- ABOUT THIS EXERCISE:
Quote the records below in full, exactly as given, with the images taken out.

- DATA FOR THIS EXERCISE:
------------------------------

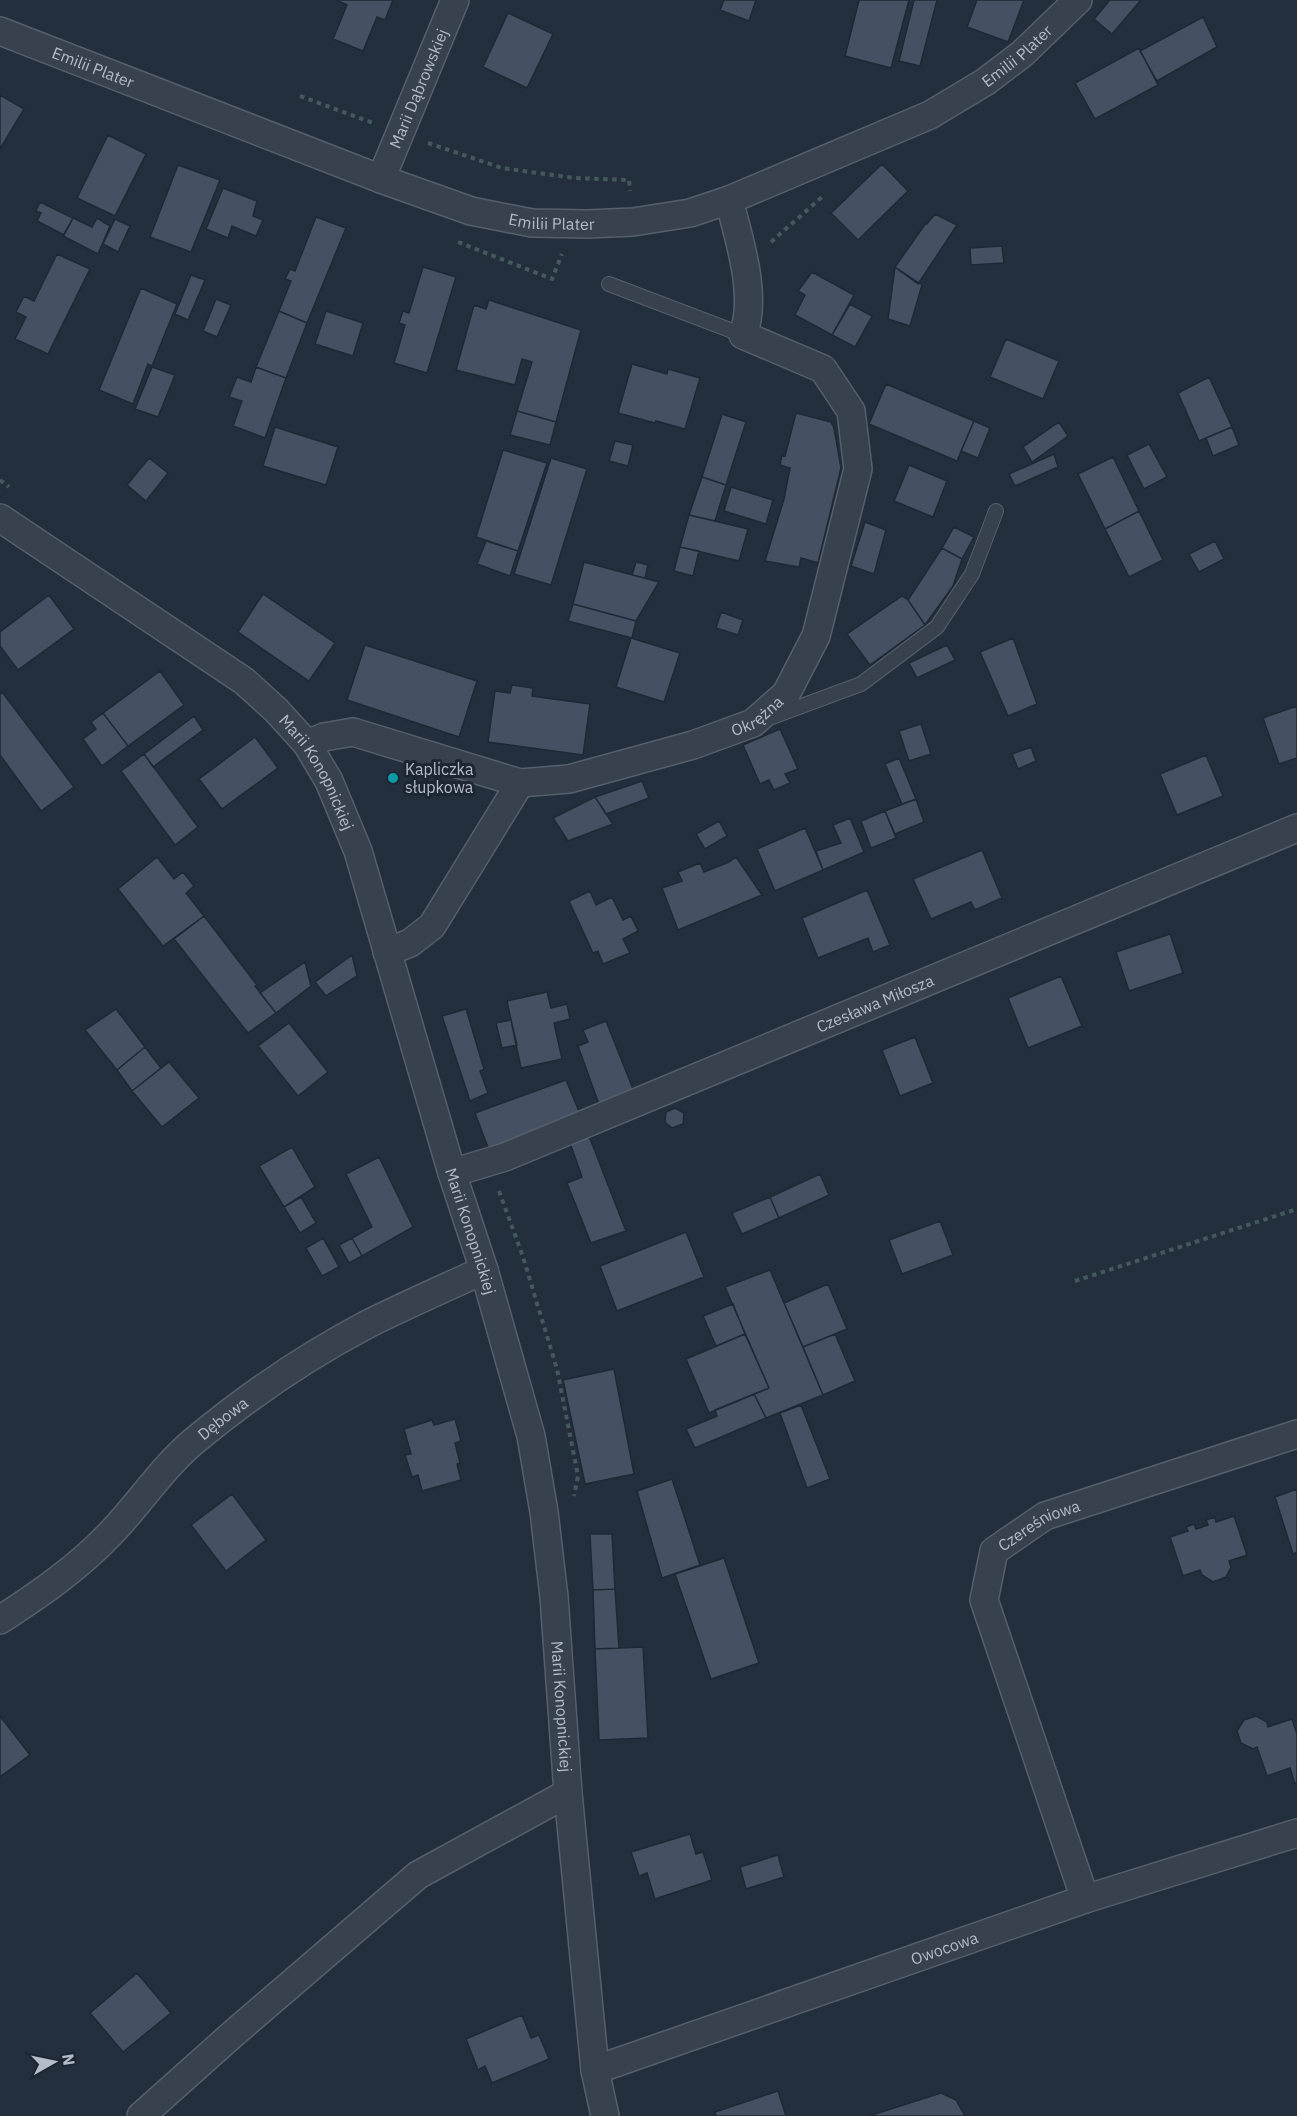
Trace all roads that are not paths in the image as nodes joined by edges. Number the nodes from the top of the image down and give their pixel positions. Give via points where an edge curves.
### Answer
1 (455, 0) edge
2 (1078, 0) edge
3 (0, 31) edge
4 (381, 179) junction
5 (729, 200) junction
6 (609, 284) dead end
7 (742, 335) junction
8 (996, 511) dead end
9 (0, 518) edge
10 (753, 723) junction
11 (307, 744) junction
12 (520, 783) junction
13 (1297, 828) edge
14 (387, 952) junction
15 (452, 1173) junction
16 (484, 1270) junction
17 (1297, 1434) edge
18 (0, 1620) edge
19 (568, 1793) junction
20 (1297, 1833) edge
21 (1085, 1899) junction
22 (595, 2070) junction
23 (141, 2116) edge
24 (605, 2116) edge

1 - 4 street, Marii Dąbrowskiej
2 - 5 street, Emilii Plater via 1022,54 986,82 930,115
3 - 4 street, Emilii Plater
4 - 5 street, Emilii Plater via 471,211 532,223 633,222 690,213
5 - 7 street via 742,250 749,319
6 - 7 lane, Okrężna
7 - 10 street, Okrężna via 823,369 851,411 858,469 816,636 786,694
8 - 10 lane via 972,574 937,627 861,684
9 - 11 street, Marii Konopnickiej via 244,681
10 - 12 street, Okrężna via 693,745 570,779
11 - 12 street, Okrężna via 324,736 353,732
11 - 14 street, Marii Konopnickiej via 329,781 358,851
12 - 14 street via 432,926 410,943
13 - 15 street, Czesława Miłosza via 753,1055 489,1162
14 - 15 street, Marii Konopnickiej
15 - 16 street, Marii Konopnickiej
16 - 18 street, Dębowa via 367,1324 241,1405 192,1443 112,1533 36,1597
16 - 19 street, Marii Konopnickiej via 531,1436 544,1512
17 - 21 street, Czereśniowa via 1045,1516 994,1551 984,1600
19 - 22 street, Marii Konopnickiej
19 - 23 street via 418,1875
20 - 21 street, Owocowa
21 - 22 street, Owocowa
22 - 24 street, Marii Konopnickiej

------------------------------

- ANSWER TO THIS EXERCISE:
Trace all roads that are not paths in the image as nodes joined by edges. Number the nodes from the top of the image down and give their pixel positions. Give via points where an edge curves.
### Answer
1 (455, 0) edge
2 (1078, 0) edge
3 (0, 31) edge
4 (381, 179) junction
5 (729, 200) junction
6 (609, 284) dead end
7 (742, 335) junction
8 (996, 511) dead end
9 (0, 518) edge
10 (753, 723) junction
11 (307, 744) junction
12 (520, 783) junction
13 (1297, 828) edge
14 (387, 952) junction
15 (452, 1173) junction
16 (484, 1270) junction
17 (1297, 1434) edge
18 (0, 1620) edge
19 (568, 1793) junction
20 (1297, 1833) edge
21 (1085, 1899) junction
22 (595, 2070) junction
23 (141, 2116) edge
24 (605, 2116) edge

1 - 4 street, Marii Dąbrowskiej
2 - 5 street, Emilii Plater via 1022,54 986,82 930,115
3 - 4 street, Emilii Plater
4 - 5 street, Emilii Plater via 471,211 532,223 633,222 690,213
5 - 7 street via 742,250 749,319
6 - 7 lane, Okrężna
7 - 10 street, Okrężna via 823,369 851,411 858,469 816,636 786,694
8 - 10 lane via 972,574 937,627 861,684
9 - 11 street, Marii Konopnickiej via 244,681
10 - 12 street, Okrężna via 693,745 570,779
11 - 12 street, Okrężna via 324,736 353,732
11 - 14 street, Marii Konopnickiej via 329,781 358,851
12 - 14 street via 432,926 410,943
13 - 15 street, Czesława Miłosza via 753,1055 489,1162
14 - 15 street, Marii Konopnickiej
15 - 16 street, Marii Konopnickiej
16 - 18 street, Dębowa via 367,1324 241,1405 192,1443 112,1533 36,1597
16 - 19 street, Marii Konopnickiej via 531,1436 544,1512
17 - 21 street, Czereśniowa via 1045,1516 994,1551 984,1600
19 - 22 street, Marii Konopnickiej
19 - 23 street via 418,1875
20 - 21 street, Owocowa
21 - 22 street, Owocowa
22 - 24 street, Marii Konopnickiej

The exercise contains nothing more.